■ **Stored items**
:::::

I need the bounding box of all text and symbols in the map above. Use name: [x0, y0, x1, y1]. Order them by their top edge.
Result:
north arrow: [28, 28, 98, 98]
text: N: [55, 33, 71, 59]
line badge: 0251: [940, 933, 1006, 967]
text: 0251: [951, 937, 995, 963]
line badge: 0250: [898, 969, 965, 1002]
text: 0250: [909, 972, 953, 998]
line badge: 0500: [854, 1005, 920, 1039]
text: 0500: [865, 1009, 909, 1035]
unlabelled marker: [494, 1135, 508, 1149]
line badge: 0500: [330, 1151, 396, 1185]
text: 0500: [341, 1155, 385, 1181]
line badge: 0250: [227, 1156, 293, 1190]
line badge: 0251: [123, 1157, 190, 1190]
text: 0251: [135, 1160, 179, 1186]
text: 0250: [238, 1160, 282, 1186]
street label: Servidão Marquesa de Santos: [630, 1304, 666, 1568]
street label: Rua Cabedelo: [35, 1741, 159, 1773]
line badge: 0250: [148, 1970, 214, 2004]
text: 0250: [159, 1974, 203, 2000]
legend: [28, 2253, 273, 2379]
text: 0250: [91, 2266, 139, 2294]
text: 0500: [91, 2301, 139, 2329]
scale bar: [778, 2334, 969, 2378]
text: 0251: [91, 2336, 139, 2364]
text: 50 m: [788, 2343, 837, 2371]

:::::

■ **Exercise objective**
I would like you to output every record exactly as written.

■ **Task result**
I need the bounding box of all text and symbols in the map above. Use name: [x0, y0, x1, y1]. Order them by their top edge.
Result:
north arrow: [28, 28, 98, 98]
text: N: [55, 33, 71, 59]
line badge: 0251: [940, 933, 1006, 967]
text: 0251: [951, 937, 995, 963]
line badge: 0250: [898, 969, 965, 1002]
text: 0250: [909, 972, 953, 998]
line badge: 0500: [854, 1005, 920, 1039]
text: 0500: [865, 1009, 909, 1035]
unlabelled marker: [494, 1135, 508, 1149]
line badge: 0500: [330, 1151, 396, 1185]
text: 0500: [341, 1155, 385, 1181]
line badge: 0250: [227, 1156, 293, 1190]
line badge: 0251: [123, 1157, 190, 1190]
text: 0251: [135, 1160, 179, 1186]
text: 0250: [238, 1160, 282, 1186]
street label: Servidão Marquesa de Santos: [630, 1304, 666, 1568]
street label: Rua Cabedelo: [35, 1741, 159, 1773]
line badge: 0250: [148, 1970, 214, 2004]
text: 0250: [159, 1974, 203, 2000]
legend: [28, 2253, 273, 2379]
text: 0250: [91, 2266, 139, 2294]
text: 0500: [91, 2301, 139, 2329]
scale bar: [778, 2334, 969, 2378]
text: 0251: [91, 2336, 139, 2364]
text: 50 m: [788, 2343, 837, 2371]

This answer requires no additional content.